Because while I think it’s easy to say that these people aren’t capable of having anything they don’t make about themselves, I kind of feel like it’s deeper than that. Taking a sexy photo and tying it to an incident that destroyed lives is, to me, deeply unwell, and kind of a step further than just garden-variety self-centeredness (we will be avoiding all references to narcissism in this exploration because narcissism, along with gaslighting, is simply a term I don’t have the bandwidth to deal with anymore). 

And I think there’s an added layer of this that it wasn’t just a random person nowhere near an epicenter who made a disaster about themselves, or using it to try and bandwagon onto what’s zeitgeisty in the Instagram algorithm.
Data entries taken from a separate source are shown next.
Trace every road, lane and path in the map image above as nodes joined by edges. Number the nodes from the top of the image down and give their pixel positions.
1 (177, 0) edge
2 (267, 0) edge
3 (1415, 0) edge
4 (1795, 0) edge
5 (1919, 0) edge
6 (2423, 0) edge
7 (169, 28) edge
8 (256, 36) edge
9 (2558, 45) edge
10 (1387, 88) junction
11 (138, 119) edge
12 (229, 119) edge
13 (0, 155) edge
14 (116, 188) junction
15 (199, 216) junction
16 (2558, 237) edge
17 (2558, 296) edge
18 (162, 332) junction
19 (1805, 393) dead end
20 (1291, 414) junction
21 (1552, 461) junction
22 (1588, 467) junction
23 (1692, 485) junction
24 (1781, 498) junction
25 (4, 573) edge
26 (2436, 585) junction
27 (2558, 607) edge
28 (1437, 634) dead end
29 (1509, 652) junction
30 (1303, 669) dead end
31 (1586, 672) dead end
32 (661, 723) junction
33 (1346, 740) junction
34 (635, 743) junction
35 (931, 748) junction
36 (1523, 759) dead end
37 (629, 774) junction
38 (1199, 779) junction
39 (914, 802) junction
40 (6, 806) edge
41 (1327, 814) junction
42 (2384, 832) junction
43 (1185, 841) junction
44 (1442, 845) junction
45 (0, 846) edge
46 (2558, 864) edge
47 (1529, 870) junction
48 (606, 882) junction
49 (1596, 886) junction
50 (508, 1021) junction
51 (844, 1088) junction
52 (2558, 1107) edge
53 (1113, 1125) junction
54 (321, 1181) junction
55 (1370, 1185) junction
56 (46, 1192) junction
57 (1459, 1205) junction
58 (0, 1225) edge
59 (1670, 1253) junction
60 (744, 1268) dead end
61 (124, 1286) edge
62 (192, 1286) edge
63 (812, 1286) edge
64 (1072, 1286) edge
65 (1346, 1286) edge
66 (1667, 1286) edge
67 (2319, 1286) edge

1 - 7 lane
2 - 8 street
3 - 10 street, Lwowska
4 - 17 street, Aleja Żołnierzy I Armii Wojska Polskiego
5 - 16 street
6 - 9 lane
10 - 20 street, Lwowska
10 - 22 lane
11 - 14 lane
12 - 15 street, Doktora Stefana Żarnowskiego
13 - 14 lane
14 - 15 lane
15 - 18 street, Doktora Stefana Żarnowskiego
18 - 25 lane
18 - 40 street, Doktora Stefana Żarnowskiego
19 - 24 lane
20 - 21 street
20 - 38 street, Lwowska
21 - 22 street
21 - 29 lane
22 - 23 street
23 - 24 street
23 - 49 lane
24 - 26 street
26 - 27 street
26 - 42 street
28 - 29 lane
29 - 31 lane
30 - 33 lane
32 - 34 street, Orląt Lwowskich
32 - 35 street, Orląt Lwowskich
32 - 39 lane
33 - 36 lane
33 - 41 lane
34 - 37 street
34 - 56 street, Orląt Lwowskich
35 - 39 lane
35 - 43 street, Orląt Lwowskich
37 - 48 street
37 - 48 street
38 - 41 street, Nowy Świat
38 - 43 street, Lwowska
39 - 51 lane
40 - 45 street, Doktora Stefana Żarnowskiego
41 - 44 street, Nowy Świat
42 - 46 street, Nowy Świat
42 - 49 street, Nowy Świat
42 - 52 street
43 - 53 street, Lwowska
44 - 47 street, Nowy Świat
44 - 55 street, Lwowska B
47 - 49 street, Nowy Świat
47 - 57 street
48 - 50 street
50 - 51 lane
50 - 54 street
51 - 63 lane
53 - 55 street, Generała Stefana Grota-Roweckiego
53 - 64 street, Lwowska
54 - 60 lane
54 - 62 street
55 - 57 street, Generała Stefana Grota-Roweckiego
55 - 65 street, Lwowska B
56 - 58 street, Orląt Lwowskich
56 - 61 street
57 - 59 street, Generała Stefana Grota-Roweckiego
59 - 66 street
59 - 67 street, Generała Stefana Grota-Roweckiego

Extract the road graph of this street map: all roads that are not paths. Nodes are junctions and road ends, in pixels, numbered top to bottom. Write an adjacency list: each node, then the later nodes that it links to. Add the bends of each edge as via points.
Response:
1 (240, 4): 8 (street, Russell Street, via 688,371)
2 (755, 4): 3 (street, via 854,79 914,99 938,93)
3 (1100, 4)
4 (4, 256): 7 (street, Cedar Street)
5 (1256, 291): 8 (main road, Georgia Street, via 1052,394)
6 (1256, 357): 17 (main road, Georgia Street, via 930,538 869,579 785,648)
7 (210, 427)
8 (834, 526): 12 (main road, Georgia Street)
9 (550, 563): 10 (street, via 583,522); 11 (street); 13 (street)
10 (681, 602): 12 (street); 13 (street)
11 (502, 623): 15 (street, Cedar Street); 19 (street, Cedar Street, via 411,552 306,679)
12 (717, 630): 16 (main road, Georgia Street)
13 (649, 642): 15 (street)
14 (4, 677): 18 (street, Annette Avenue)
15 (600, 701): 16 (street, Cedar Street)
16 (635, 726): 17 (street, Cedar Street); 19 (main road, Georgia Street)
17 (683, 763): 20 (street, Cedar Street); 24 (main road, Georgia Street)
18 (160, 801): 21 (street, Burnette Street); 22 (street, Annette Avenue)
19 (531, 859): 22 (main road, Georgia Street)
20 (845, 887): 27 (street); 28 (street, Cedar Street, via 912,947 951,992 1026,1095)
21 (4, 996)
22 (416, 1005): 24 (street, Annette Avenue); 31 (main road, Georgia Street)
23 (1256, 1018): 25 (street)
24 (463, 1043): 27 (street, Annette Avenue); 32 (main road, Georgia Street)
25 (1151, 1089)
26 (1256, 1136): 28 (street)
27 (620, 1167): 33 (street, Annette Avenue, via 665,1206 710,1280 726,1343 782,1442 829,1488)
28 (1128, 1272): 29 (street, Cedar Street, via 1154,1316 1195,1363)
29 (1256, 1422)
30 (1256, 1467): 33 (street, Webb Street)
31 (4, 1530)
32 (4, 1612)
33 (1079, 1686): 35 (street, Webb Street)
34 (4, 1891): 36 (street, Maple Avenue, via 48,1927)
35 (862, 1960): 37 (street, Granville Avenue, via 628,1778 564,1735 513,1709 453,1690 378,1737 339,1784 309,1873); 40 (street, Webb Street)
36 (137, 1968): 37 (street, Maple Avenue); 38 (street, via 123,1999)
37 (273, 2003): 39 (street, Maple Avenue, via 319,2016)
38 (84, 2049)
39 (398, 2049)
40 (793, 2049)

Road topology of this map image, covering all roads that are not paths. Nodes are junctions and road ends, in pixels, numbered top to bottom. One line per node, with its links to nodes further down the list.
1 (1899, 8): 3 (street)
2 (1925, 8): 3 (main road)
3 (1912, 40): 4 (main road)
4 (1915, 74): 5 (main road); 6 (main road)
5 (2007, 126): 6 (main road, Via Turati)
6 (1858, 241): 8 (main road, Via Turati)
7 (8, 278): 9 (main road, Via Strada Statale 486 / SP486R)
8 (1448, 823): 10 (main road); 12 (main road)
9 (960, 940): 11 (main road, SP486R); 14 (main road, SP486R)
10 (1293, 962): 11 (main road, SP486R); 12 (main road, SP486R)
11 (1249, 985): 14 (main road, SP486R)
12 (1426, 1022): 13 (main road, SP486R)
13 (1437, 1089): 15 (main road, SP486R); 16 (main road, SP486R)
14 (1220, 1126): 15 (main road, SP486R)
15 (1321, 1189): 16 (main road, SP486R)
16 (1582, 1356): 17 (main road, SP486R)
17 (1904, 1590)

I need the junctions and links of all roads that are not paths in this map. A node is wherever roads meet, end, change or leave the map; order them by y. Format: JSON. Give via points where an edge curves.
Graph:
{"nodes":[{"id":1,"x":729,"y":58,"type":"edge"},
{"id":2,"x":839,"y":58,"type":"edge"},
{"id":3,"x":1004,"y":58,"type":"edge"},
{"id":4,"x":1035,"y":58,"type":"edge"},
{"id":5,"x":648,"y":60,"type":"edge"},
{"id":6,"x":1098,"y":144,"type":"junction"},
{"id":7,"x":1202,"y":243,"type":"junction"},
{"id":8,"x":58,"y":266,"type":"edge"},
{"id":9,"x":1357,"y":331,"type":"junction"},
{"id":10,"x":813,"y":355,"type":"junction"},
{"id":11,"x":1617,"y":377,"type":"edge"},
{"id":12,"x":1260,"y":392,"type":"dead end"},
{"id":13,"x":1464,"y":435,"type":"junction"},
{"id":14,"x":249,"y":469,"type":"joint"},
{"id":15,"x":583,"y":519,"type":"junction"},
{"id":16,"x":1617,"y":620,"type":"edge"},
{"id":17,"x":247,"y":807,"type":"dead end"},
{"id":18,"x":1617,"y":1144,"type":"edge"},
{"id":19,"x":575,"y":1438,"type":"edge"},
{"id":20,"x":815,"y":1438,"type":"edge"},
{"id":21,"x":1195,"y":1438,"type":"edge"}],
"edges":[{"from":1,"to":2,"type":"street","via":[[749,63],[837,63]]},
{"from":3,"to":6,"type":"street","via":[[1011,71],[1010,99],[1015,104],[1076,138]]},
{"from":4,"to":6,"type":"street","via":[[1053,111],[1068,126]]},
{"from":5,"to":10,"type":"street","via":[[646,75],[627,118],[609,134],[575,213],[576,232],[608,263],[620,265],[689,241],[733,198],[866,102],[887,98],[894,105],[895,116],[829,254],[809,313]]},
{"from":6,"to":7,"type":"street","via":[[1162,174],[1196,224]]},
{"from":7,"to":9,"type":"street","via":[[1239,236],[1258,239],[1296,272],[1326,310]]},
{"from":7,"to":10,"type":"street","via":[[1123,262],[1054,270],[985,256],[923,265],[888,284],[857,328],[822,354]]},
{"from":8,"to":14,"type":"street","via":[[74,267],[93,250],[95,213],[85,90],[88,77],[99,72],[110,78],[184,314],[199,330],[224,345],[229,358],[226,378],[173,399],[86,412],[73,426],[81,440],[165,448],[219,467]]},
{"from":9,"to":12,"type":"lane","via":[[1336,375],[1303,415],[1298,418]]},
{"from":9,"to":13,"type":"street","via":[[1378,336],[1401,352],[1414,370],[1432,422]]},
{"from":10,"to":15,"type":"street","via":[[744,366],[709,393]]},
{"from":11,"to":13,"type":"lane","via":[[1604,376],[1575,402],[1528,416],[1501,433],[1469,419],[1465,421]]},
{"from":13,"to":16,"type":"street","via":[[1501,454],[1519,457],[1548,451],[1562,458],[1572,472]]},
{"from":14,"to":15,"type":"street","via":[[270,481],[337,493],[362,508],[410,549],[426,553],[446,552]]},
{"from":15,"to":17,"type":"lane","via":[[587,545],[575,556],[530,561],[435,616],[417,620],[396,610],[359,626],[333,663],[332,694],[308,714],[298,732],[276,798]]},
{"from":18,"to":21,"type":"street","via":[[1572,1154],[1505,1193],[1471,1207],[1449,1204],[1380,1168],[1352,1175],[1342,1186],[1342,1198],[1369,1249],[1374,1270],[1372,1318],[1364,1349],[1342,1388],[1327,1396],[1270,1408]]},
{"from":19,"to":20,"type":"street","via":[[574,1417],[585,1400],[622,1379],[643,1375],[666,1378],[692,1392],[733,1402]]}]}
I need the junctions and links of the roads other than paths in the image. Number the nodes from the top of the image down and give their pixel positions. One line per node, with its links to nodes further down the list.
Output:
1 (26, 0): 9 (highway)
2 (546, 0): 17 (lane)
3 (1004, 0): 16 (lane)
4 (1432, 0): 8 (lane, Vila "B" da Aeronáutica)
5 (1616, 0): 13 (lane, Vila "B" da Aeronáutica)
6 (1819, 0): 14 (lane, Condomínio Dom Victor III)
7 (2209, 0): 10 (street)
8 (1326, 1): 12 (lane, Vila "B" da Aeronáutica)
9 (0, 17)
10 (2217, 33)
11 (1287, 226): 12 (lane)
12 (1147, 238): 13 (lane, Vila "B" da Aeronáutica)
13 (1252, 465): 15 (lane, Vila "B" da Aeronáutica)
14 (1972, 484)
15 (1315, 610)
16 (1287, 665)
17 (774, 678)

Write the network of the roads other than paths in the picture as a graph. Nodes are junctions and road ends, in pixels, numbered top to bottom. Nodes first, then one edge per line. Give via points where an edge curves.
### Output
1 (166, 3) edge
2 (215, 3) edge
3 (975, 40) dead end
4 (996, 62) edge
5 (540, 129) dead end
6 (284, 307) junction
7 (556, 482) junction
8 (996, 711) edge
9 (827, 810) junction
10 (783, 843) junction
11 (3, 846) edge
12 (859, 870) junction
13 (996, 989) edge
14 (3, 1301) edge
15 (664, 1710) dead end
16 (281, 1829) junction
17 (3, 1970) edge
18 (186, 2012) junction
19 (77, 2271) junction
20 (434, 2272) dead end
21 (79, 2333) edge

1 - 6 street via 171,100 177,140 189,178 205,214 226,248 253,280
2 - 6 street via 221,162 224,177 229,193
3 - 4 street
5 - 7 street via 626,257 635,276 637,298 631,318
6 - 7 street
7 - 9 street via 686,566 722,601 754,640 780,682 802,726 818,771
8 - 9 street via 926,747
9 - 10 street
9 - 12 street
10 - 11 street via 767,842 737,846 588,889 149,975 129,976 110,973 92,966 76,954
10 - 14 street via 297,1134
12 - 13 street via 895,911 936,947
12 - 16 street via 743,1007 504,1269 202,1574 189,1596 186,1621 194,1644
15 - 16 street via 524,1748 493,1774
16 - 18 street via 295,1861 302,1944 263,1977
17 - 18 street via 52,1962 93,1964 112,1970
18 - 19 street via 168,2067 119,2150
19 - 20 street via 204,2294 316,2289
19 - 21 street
This was a person right here in Asheville, who was—I really hope—very aware of just how badly Helene altered some people’s lives; they lived within walking distance of real destruction. It’s sort of unfathomable to me—even though it’s really not—which is, I think, why I’m attempting to explore the psychological angle. 

Meredith E. David and James A. Roberts published a study in the Canadian Journal of Behavioral Science titled Me, myself, and I: Self-centeredness, FOMO, and social media use, that theorizes that a lot of the more extreme-seeming—or…narcissistic (it’s unavoidable sometimes)—social media behaviors aren’t driven by self-centeredness or ego, but rather, by anxiety, and fear, and a deep, inherent loneliness, and keeping in mind how many people exhibit extreme self-centeredness on social media, this is really a quite tragic, unfortunate revelation. 

Another very tragic, unfortunate revelation is that this makes me feel better about the state of the world (talk about making something about yourself, huh?). Although I cannot agree with, and certainly not condone, the Hurricane Helene thirst trap, I can at least empathize with the fact that there are people so deeply hurt and insecure that it almost untethers them from reality. The other option, the truly just self-absorbed, only-out-for-myself option, just feels, in today’s climate, a bit too…I don’t know if I want to go with scary or realistic, to fully accept as reality.